===== The data

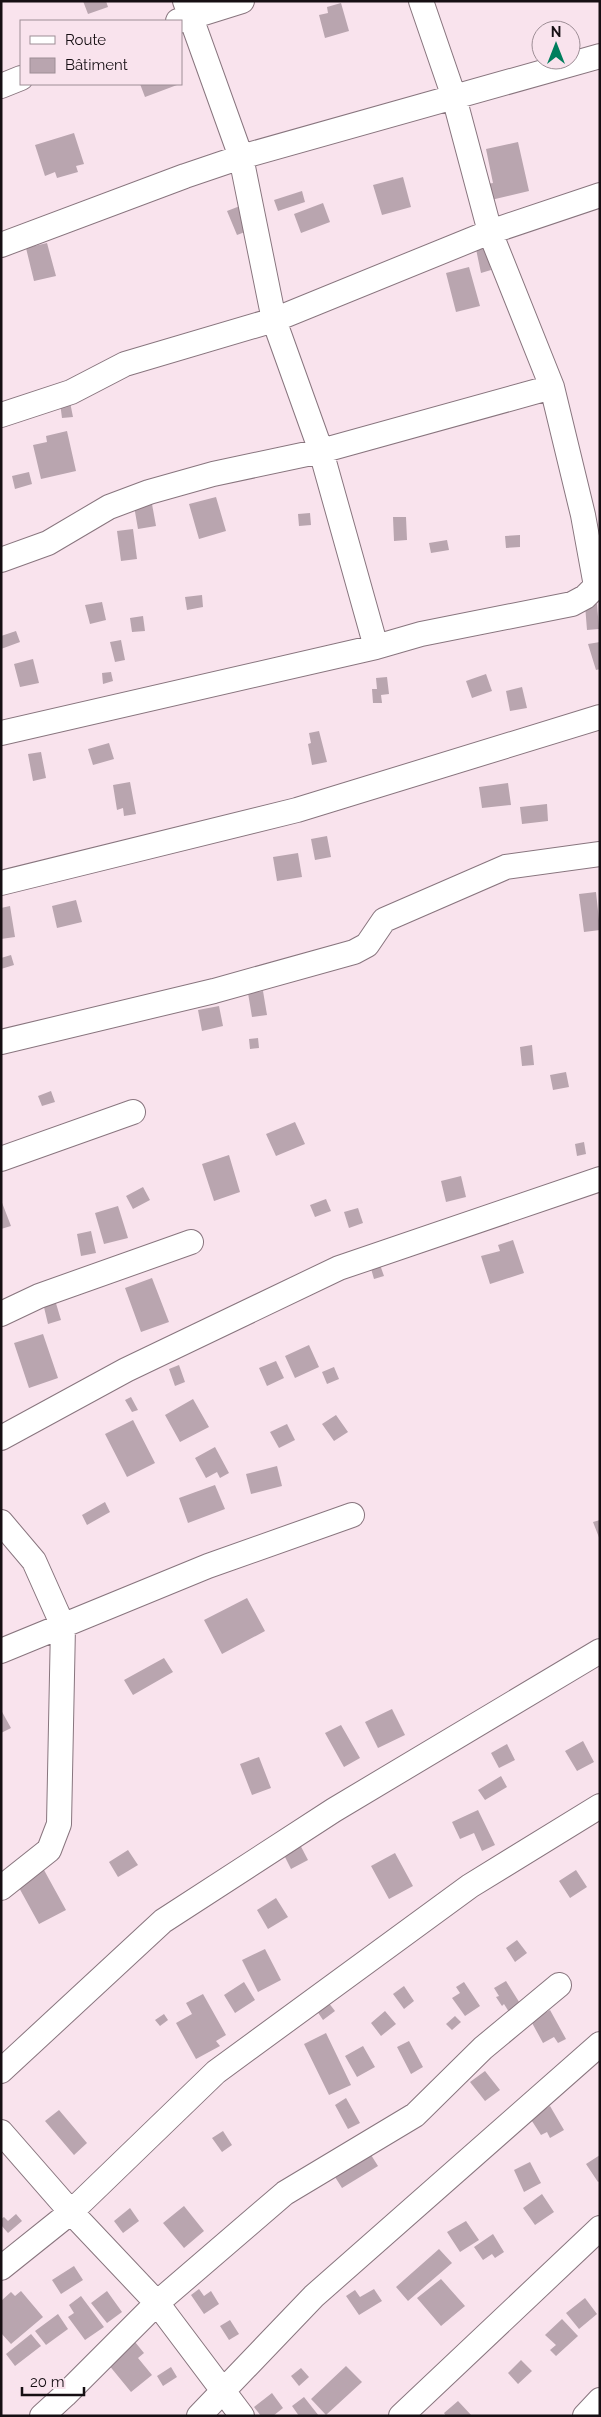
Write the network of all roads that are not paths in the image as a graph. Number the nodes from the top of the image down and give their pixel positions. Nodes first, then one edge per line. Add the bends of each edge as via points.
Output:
1 (242, 1) edge
2 (420, 1) edge
3 (185, 13) edge
4 (600, 56) edge
5 (20, 78) edge
6 (1, 86) edge
7 (454, 97) junction
8 (241, 157) junction
9 (600, 195) edge
10 (490, 232) junction
11 (1, 245) edge
12 (274, 320) junction
13 (552, 387) junction
14 (1, 415) edge
15 (321, 451) junction
16 (1, 560) edge
17 (376, 647) junction
18 (600, 718) edge
19 (1, 733) edge
20 (600, 854) edge
21 (1, 883) edge
22 (1, 1042) edge
23 (133, 1112) dead end
24 (1, 1160) edge
25 (600, 1179) edge
26 (191, 1242) dead end
27 (1, 1314) edge
28 (1, 1438) edge
29 (352, 1515) dead end
30 (1, 1522) edge
31 (63, 1626) junction
32 (1, 1651) edge
33 (600, 1651) edge
34 (600, 1806) edge
35 (1, 1888) edge
36 (559, 1985) dead end
37 (600, 2044) edge
38 (1, 2071) edge
39 (1, 2132) edge
40 (71, 2212) junction
41 (600, 2228) edge
42 (1, 2268) edge
43 (157, 2303) junction
44 (223, 2390) junction
45 (600, 2400) edge
46 (42, 2416) edge
47 (200, 2416) edge
48 (242, 2416) edge
49 (401, 2416) edge
50 (585, 2416) edge

1 - 3 street
2 - 7 street
3 - 8 street
4 - 7 street
5 - 6 street
7 - 8 street
7 - 10 street
8 - 11 street
8 - 12 street
9 - 10 street
10 - 12 street
10 - 13 street
12 - 14 street via 125,364 71,392
12 - 15 street
13 - 15 street
13 - 17 street via 583,515 596,586 572,604 421,634
15 - 16 street via 213,474 148,492 109,507 48,543
15 - 17 street
17 - 19 street
18 - 21 street via 297,810
20 - 22 street via 506,867 384,920 367,945 354,952 214,991
23 - 24 street
25 - 28 street via 339,1268 126,1370
26 - 27 street via 39,1296
29 - 31 street via 208,1566
30 - 31 street via 34,1561
31 - 32 street
31 - 35 street via 59,1824 49,1850
33 - 38 street via 334,1810 163,1920
34 - 40 street via 470,1886 216,2072
36 - 43 street via 484,2048 415,2115 285,2193
37 - 44 street via 314,2296
39 - 40 street
40 - 42 street
40 - 43 street
41 - 49 street
43 - 44 street
43 - 46 street
44 - 47 street
44 - 48 street
45 - 50 street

==========

Task to complete ▸ Copy out the lines above that hold the string "junction".

Answer to this task ▸
7 (454, 97) junction
8 (241, 157) junction
10 (490, 232) junction
12 (274, 320) junction
13 (552, 387) junction
15 (321, 451) junction
17 (376, 647) junction
31 (63, 1626) junction
40 (71, 2212) junction
43 (157, 2303) junction
44 (223, 2390) junction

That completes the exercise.